'''
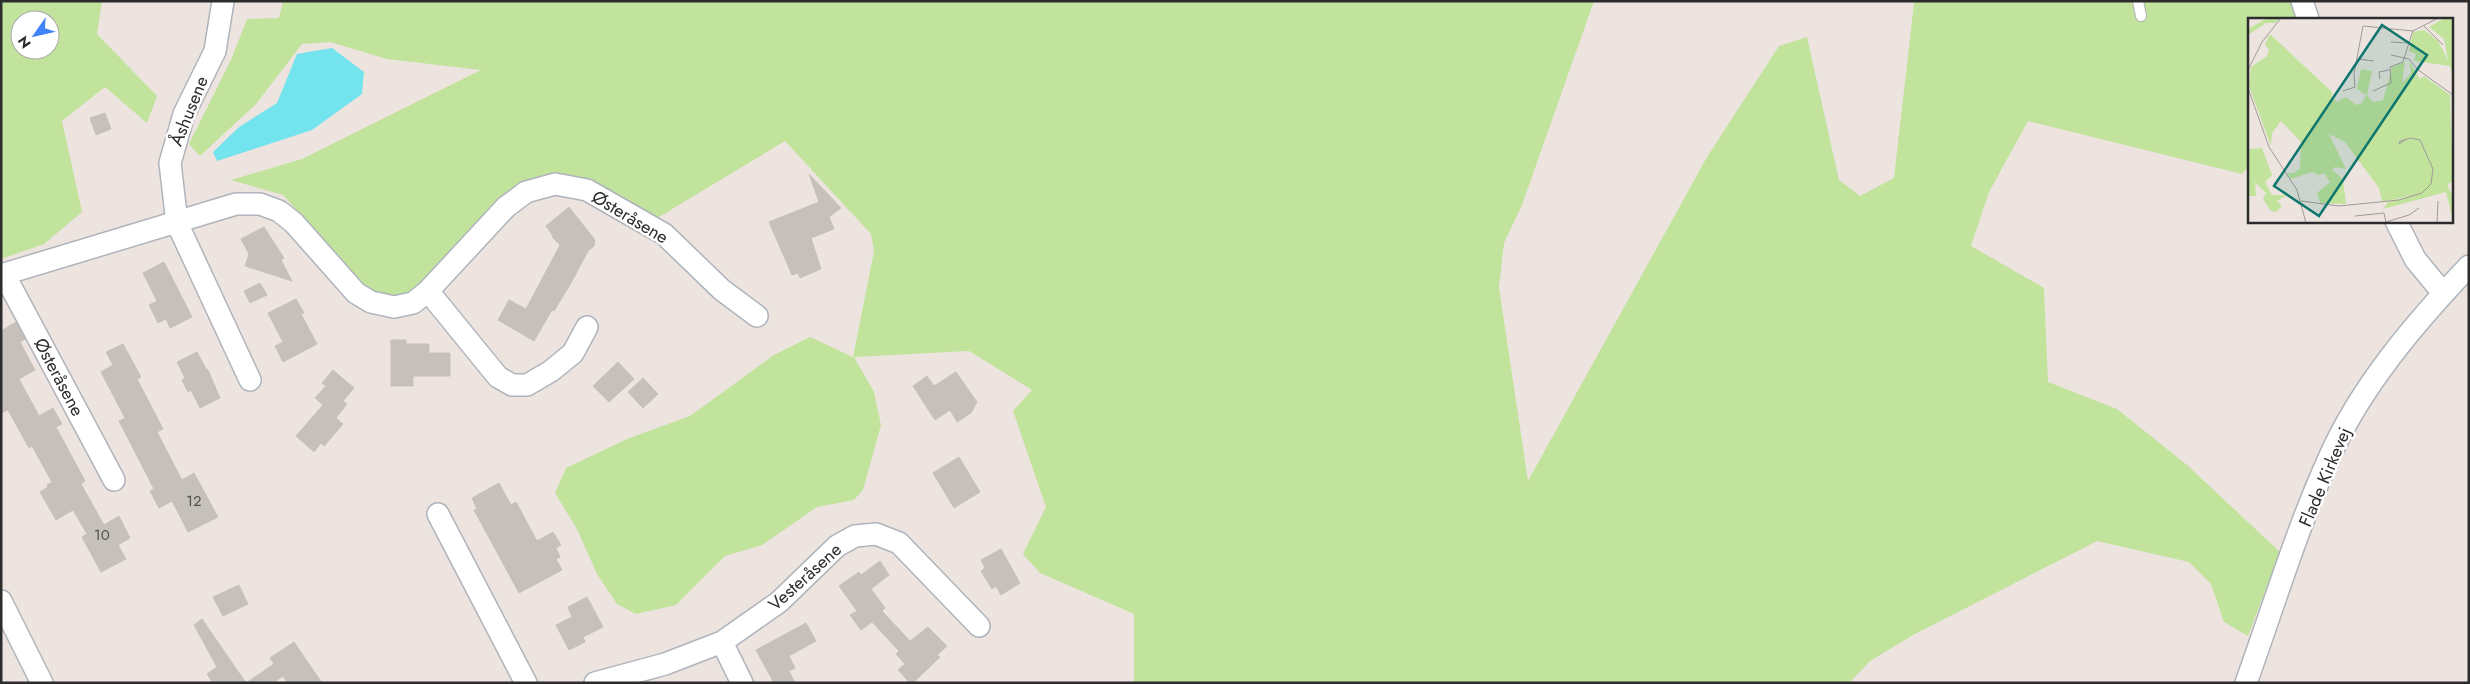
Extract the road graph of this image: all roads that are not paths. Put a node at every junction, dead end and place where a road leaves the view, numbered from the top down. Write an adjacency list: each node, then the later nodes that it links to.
'''
'''
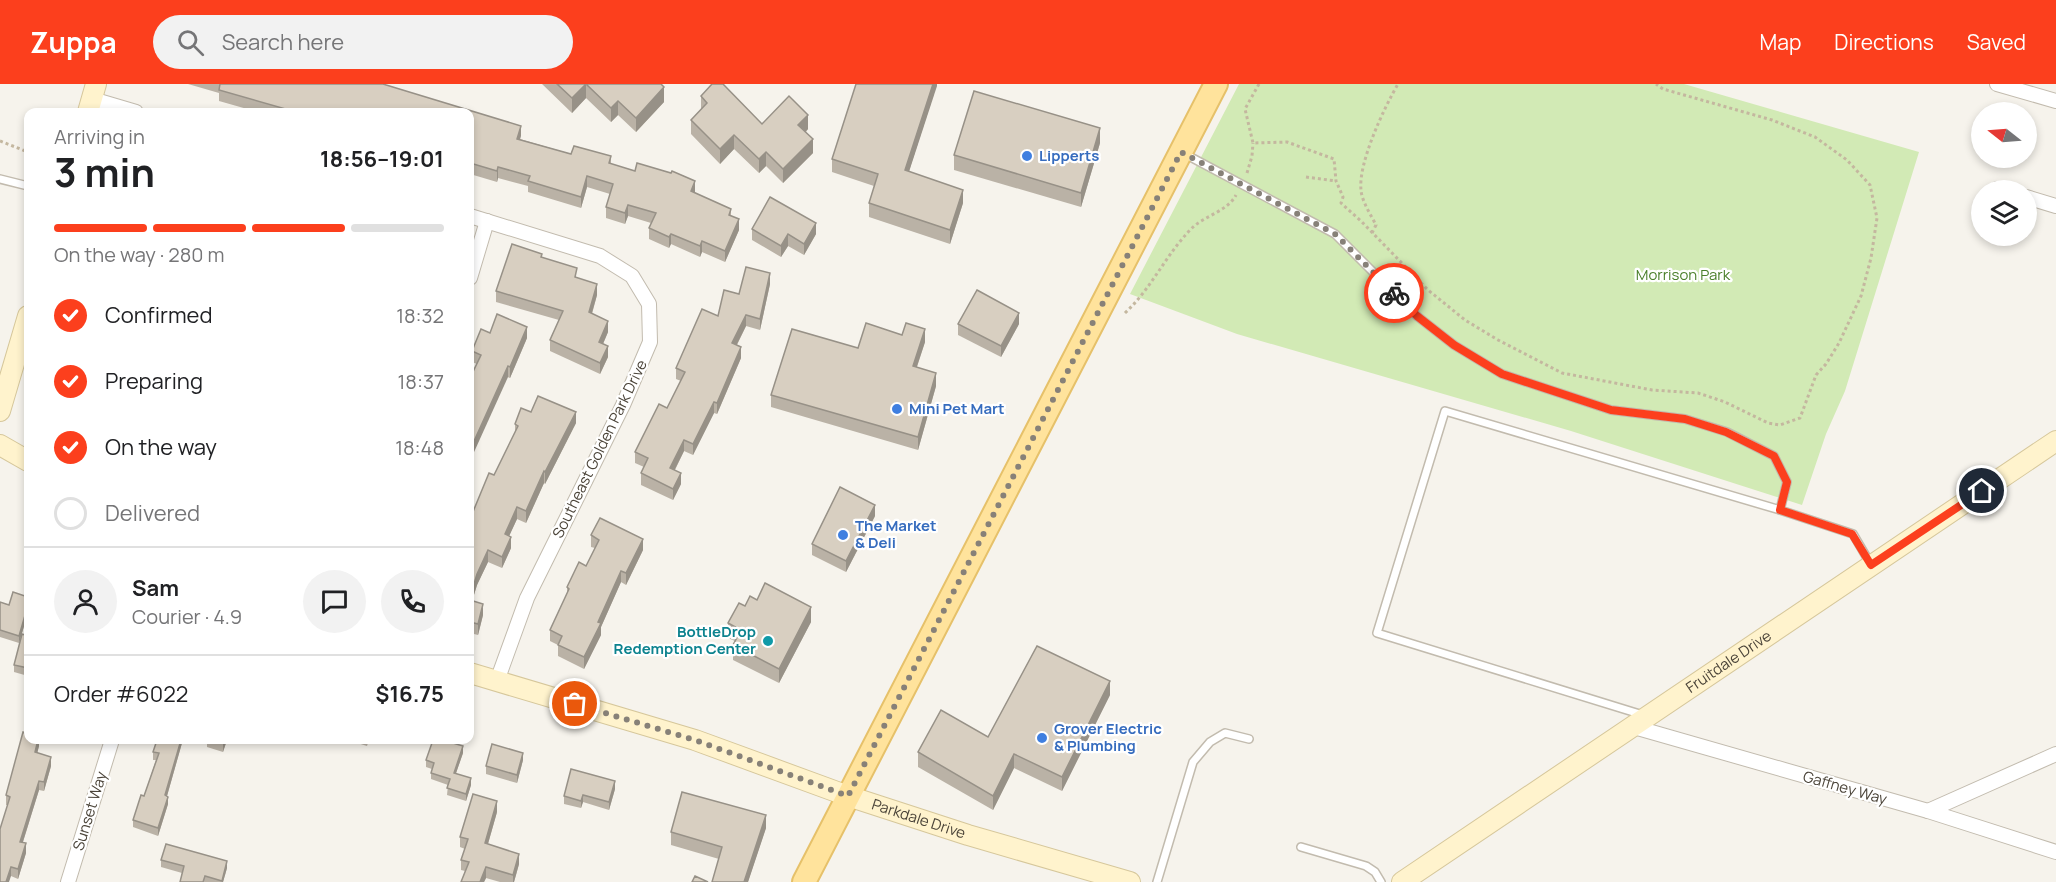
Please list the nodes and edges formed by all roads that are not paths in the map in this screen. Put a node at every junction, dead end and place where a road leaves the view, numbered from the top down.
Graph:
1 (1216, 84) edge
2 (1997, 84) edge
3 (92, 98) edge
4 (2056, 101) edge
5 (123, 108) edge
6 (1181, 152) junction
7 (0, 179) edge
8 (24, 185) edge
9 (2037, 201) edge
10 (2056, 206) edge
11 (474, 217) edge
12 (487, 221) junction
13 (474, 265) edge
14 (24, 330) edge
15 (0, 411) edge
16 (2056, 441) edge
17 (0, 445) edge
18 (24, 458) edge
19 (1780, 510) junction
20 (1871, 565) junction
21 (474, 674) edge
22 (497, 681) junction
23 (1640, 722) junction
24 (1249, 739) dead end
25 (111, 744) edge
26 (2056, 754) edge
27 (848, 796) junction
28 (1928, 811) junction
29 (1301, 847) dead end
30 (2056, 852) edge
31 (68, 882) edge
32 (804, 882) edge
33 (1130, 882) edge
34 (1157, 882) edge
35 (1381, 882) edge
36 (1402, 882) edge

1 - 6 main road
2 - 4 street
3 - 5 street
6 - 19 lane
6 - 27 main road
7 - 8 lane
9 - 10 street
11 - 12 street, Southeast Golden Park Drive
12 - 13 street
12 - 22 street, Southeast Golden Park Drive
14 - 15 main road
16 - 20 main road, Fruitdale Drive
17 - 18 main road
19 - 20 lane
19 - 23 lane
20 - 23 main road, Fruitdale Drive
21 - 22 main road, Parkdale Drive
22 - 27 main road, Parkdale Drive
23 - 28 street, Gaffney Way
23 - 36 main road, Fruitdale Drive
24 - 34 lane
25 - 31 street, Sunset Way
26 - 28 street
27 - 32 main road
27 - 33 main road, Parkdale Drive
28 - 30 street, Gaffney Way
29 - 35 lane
'''
• _About this exercise_:
Please copy out every line of the preceding listing that carries "view".

• _Written solution_:
Extract the road graph of this image: all roads that are not paths. Put a node at every junction, dead end and place where a road leaves the view, numbered from the top down. Write an adjacency list: each node, then the later nodes that it links to.
Please list the nodes and edges formed by all roads that are not paths in the map in this screen. Put a node at every junction, dead end and place where a road leaves the view, numbered from the top down.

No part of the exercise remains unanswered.